Since 2005, relationship writer Mandy Stadtmiller has been writing about her dating trials and triumphs online. During all of these pieces, she would come up with nicknames for the men – Super Preppy or Trouble or The Rugby Player, never revealing their actual identity – but in her new eBook series “Dear TMI-ary” she’s laying it out there, including her boyfriend’s full name and all.
Stadtmiller, who has hosted the acclaimed “News Whore” podcast on the Riotcast network since 2013, is chronicling her relationship ups and downs with comedian Pat Dixon (Comedy Central Half-Hour Special, Investigation Discovery, Best Week Ever), who is also the host of a popular comedy podcast called “New York Crime Report,” which just hit the Top 100 on Stitcher Radio.
“I’ve always joked about being a media whore,” Stadtmiller says, “but I suppose this does take it to the next level by using real names and sharing the most intimate details of my personal life in a weekly relationship series.”
Dixon has also just interviewed Stadtmiller on New York Crime Report. “I encourage performers to risk it all on stage, and she’s definitely doing exactly that,” says Dixon, who hosts the hit weekly variety show “Desperation Tonight” at Carolines on Broadway, recently spotlighted in the New York Daily News.
Just featured in Cosmo and Bustle, the weekly eBook series “Dear TMI-ary” is distributed by Vook, a digital publishing company devoted to empowering authors.

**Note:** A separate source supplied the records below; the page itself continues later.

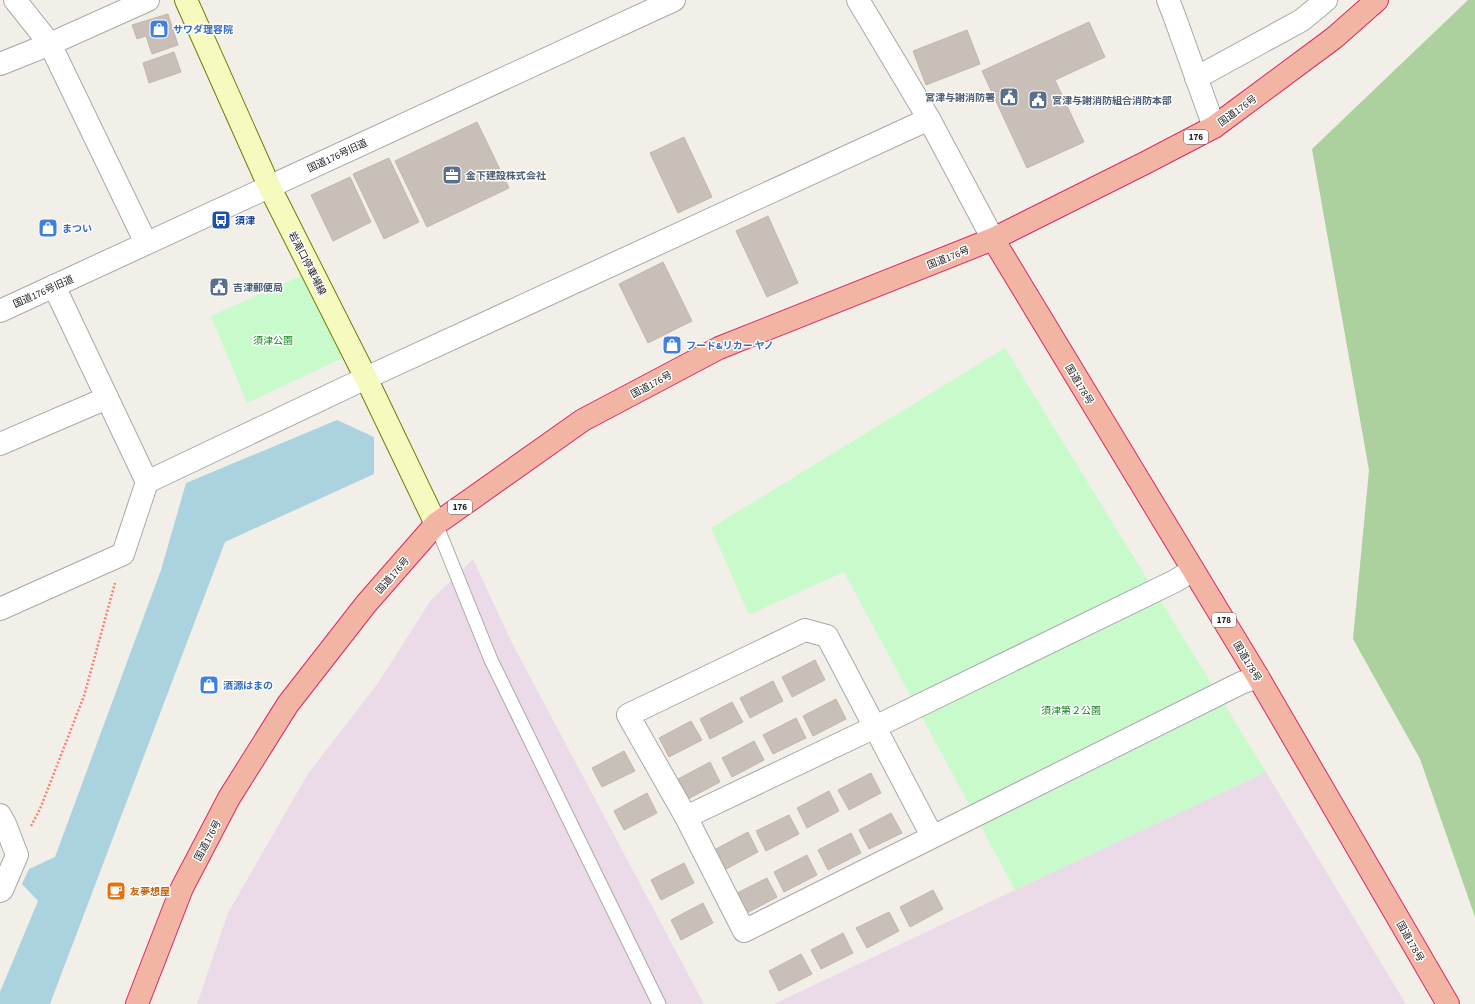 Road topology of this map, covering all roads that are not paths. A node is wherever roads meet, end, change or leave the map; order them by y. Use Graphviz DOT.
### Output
graph roads {
  1 [pos="16,0"];
  2 [pos="148,0"];
  3 [pos="186,0"];
  4 [pos="674,0"];
  5 [pos="858,0"];
  6 [pos="1168,0"];
  7 [pos="1326,0"];
  8 [pos="1377,0"];
  9 [pos="50,44"];
  10 [pos="0,64"];
  11 [pos="1196,78"];
  12 [pos="929,119"];
  13 [pos="1214,128"];
  14 [pos="269,186"];
  15 [pos="993,239"];
  16 [pos="146,243"];
  17 [pos="54,286"];
  18 [pos="0,310"];
  19 [pos="366,378"];
  20 [pos="107,398"];
  21 [pos="0,444"];
  22 [pos="147,482"];
  23 [pos="436,524"];
  24 [pos="1194,570"];
  25 [pos="0,609"];
  26 [pos="1258,677"];
  27 [pos="875,727"];
  28 [pos="0,815"];
  29 [pos="686,817"];
  30 [pos="932,836"];
  31 [pos="0,891"];
  32 [pos="137,1004"];
  33 [pos="659,1004"];
  34 [pos="1448,1004"];
  1 -- 9 [label="street"];
  2 -- 9 [label="street"];
  3 -- 14 [label="main road, 岩滝口停車場線"];
  4 -- 14 [label="street, 国道176号旧道"];
  5 -- 12 [label="street"];
  6 -- 11 [label="street"];
  7 -- 11 [label="street"];
  8 -- 13 [label="highway, 国道176号 / 176"];
  9 -- 10 [label="street"];
  9 -- 16 [label="street"];
  11 -- 13 [label="street"];
  12 -- 15 [label="street"];
  12 -- 19 [label="street"];
  13 -- 15 [label="highway, 国道176号 / 176"];
  14 -- 16 [label="street, 国道176号旧道"];
  14 -- 19 [label="main road, 岩滝口停車場線"];
  15 -- 23 [label="highway, 国道176号 / 176"];
  15 -- 24 [label="highway, 国道178号 / 178"];
  16 -- 17 [label="street, 国道176号旧道"];
  17 -- 18 [label="street, 国道176号旧道"];
  17 -- 20 [label="street"];
  19 -- 22 [label="street"];
  19 -- 23 [label="main road, 岩滝口停車場線"];
  20 -- 21 [label="street"];
  20 -- 22 [label="street"];
  22 -- 25 [label="street"];
  23 -- 32 [label="highway, 国道176号 / 176"];
  23 -- 33 [label="lane"];
  24 -- 26 [label="highway, 国道178号 / 178"];
  24 -- 27 [label="street"];
  26 -- 30 [label="street"];
  26 -- 34 [label="highway, 国道178号 / 178"];
  27 -- 29 [label="street"];
  27 -- 29 [label="street"];
  27 -- 30 [label="street"];
  28 -- 31 [label="street"];
  29 -- 30 [label="street"];
} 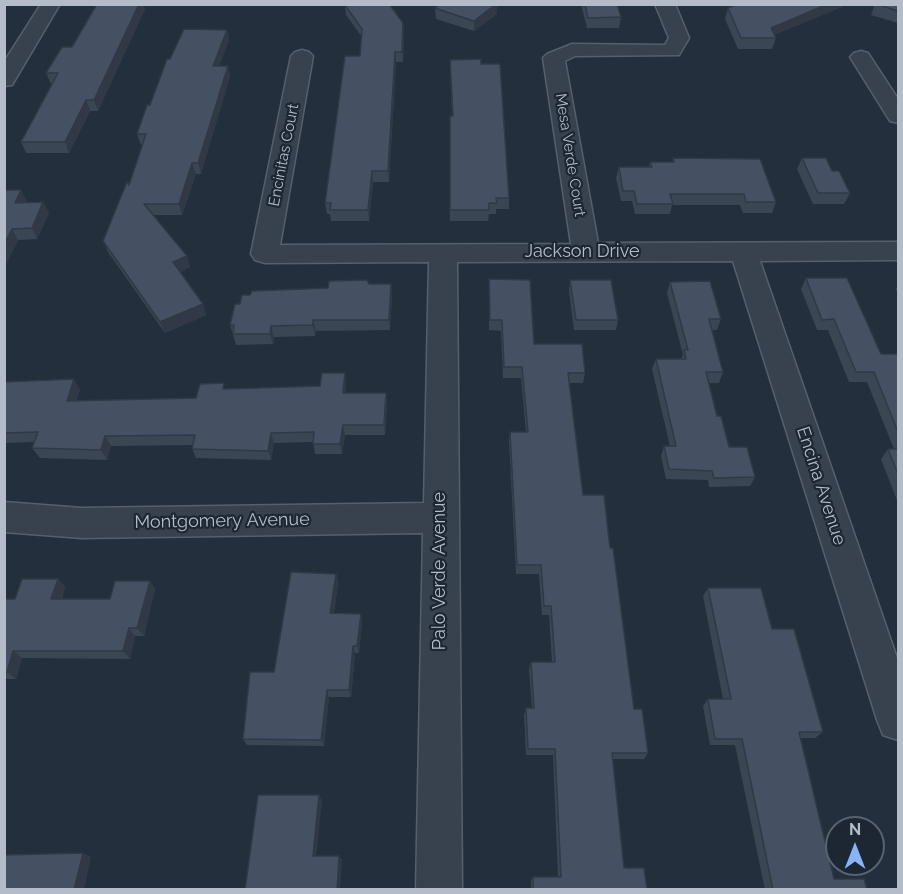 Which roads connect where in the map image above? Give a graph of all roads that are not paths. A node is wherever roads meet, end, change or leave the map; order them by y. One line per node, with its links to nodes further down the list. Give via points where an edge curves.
1 (51, 4): 5 (street)
2 (665, 4): 8 (street, Mesa Verde Court, via 679,38 672,51 572,50 555,58)
3 (302, 56): 11 (street, Encinitas Court)
4 (861, 57): 6 (street)
5 (4, 80)
6 (898, 116)
7 (898, 251): 9 (street, Jackson Drive)
8 (586, 252): 9 (street, Jackson Drive); 10 (street, Jackson Drive)
9 (744, 252): 14 (street, Encina Avenue)
10 (443, 253): 11 (street, Jackson Drive); 13 (street, Palo Verde Avenue)
11 (265, 254)
12 (4, 517): 13 (street, Montgomery Avenue, via 82,523)
13 (440, 518): 15 (street, Palo Verde Avenue)
14 (898, 720)
15 (439, 890) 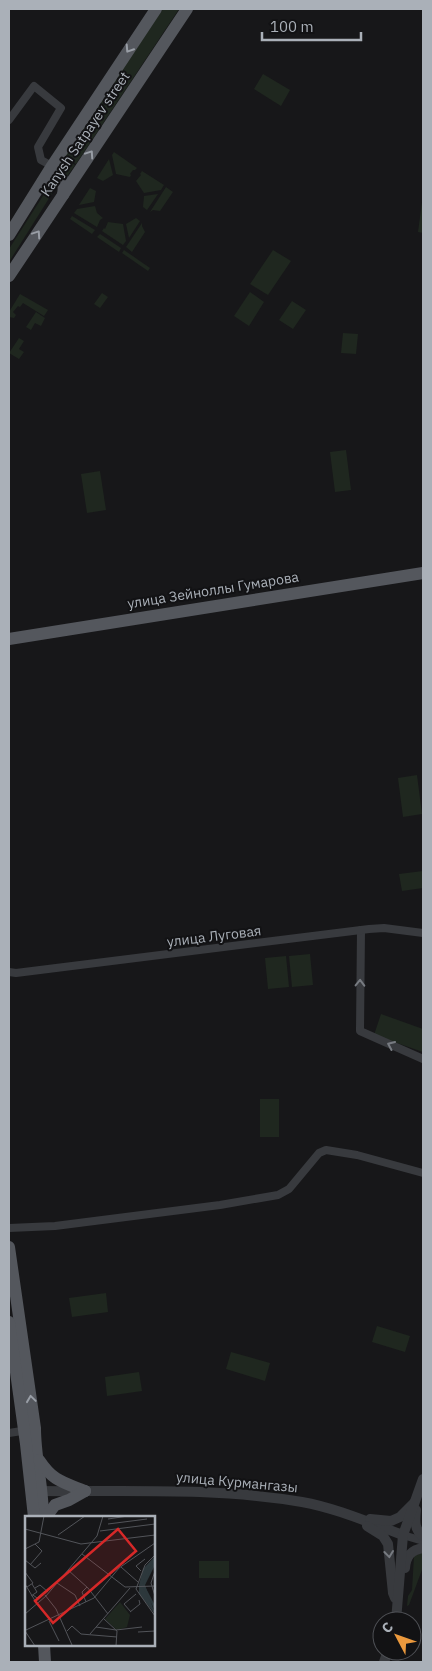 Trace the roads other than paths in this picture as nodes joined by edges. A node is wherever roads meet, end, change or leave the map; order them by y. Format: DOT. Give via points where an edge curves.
graph roads {
  1 [pos="156,9"];
  2 [pos="186,9"];
  3 [pos="9,120"];
  4 [pos="52,166"];
  5 [pos="43,181"];
  6 [pos="63,194"];
  7 [pos="9,235"];
  8 [pos="9,276"];
  9 [pos="423,573"];
  10 [pos="9,639"];
  11 [pos="361,930"];
  12 [pos="423,933"];
  13 [pos="9,972"];
  14 [pos="423,1059"];
  15 [pos="423,1173"];
  16 [pos="9,1228"];
  17 [pos="9,1247"];
  18 [pos="9,1322"];
  19 [pos="30,1429"];
  20 [pos="9,1433"];
  21 [pos="37,1458"];
  22 [pos="423,1479"];
  23 [pos="37,1491"];
  24 [pos="85,1491"];
  25 [pos="417,1499"];
  26 [pos="34,1516"];
  27 [pos="45,1516"];
  28 [pos="46,1516"];
  29 [pos="360,1518"];
  30 [pos="403,1535"];
  31 [pos="423,1536"];
  32 [pos="423,1541"];
  33 [pos="423,1548"];
  34 [pos="398,1603"];
  35 [pos="397,1611"];
  36 [pos="44,1646"];
  37 [pos="45,1662"];
  1 -- 4 [label="main road, Kanysh Satpayev street, one-way"];
  6 -- 2 [label="main road, Kanysh Satpayev street, one-way"];
  3 -- 4 [label="street" via="34,86 62,108 38,147 42,160"];
  4 -- 5 [label="main road, Kanysh Satpayev street"];
  5 -- 6 [label="main road" via="55,174 60,177 64,181"];
  5 -- 7 [label="main road, Kanysh Satpayev street"];
  8 -- 6 [label="main road, Kanysh Satpayev street, one-way"];
  9 -- 10 [label="main road, улица Зейноллы Гумарова"];
  11 -- 12 [label="street, улица Луговая" via="384,928"];
  11 -- 13 [label="street, улица Луговая"];
  14 -- 11 [label="street, one-way" via="360,1031"];
  15 -- 16 [label="street" via="326,1150 319,1153 289,1189 278,1195 55,1226"];
  19 -- 17 [label="main road, one-way"];
  18 -- 19 [label="main road"];
  19 -- 20 [label="street"];
  19 -- 21 [label="main road"];
  19 -- 23 [label="main road"];
  21 -- 23 [label="main road"];
  21 -- 24 [label="main road" via="52,1477"];
  22 -- 25 [label="street"];
  23 -- 24 [label="street, улица Курмангазы"];
  23 -- 26 [label="main road"];
  23 -- 27 [label="main road"];
  24 -- 28 [label="main road" via="55,1505"];
  24 -- 29 [label="street, улица Курмангазы" via="255,1496 303,1502"];
  25 -- 29 [label="street" via="400,1517 391,1521"];
  25 -- 30 [label="street"];
  25 -- 31 [label="street" via="415,1524"];
  29 -- 30 [label="street, улица Курмангазы"];
  29 -- 34 [label="street, one-way" via="388,1544 393,1593"];
  30 -- 32 [label="street, улица Курмангазы"];
  30 -- 34 [label="street"];
  33 -- 34 [label="street" via="413,1550 406,1559"];
  34 -- 35 [label="street"];
  36 -- 37 [label="main road"];
}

Bustle: “7 Rules For Writing About Your New Relationship”: http://www.bustle.com/articles/69973-7-rules-for-writing-about-your-new-relationship-as-it-unfolds-because-tmi-can-be-rewarding
Cosmo: “Why Is It So Taboo To Talk Sh*t About Your Boyfriend?”: http://www.cosmopolitan.com/sex-love/news/a38227/why-cant-you-ever-shit-talk-your-boyfriend/
“I’ve always been fascinated by giving voice to what is supposed to be the unspeakable,” says Stadtmiller. “This is an opportunity to do exactly that, with odds that are extremely high. I’ve only been dating Pat for a few months, but he is the love of my life. Those words have meaning when you chronicle them for all posterity. Could it blow up in my face? Sure. That’s part of what makes it so addictive.”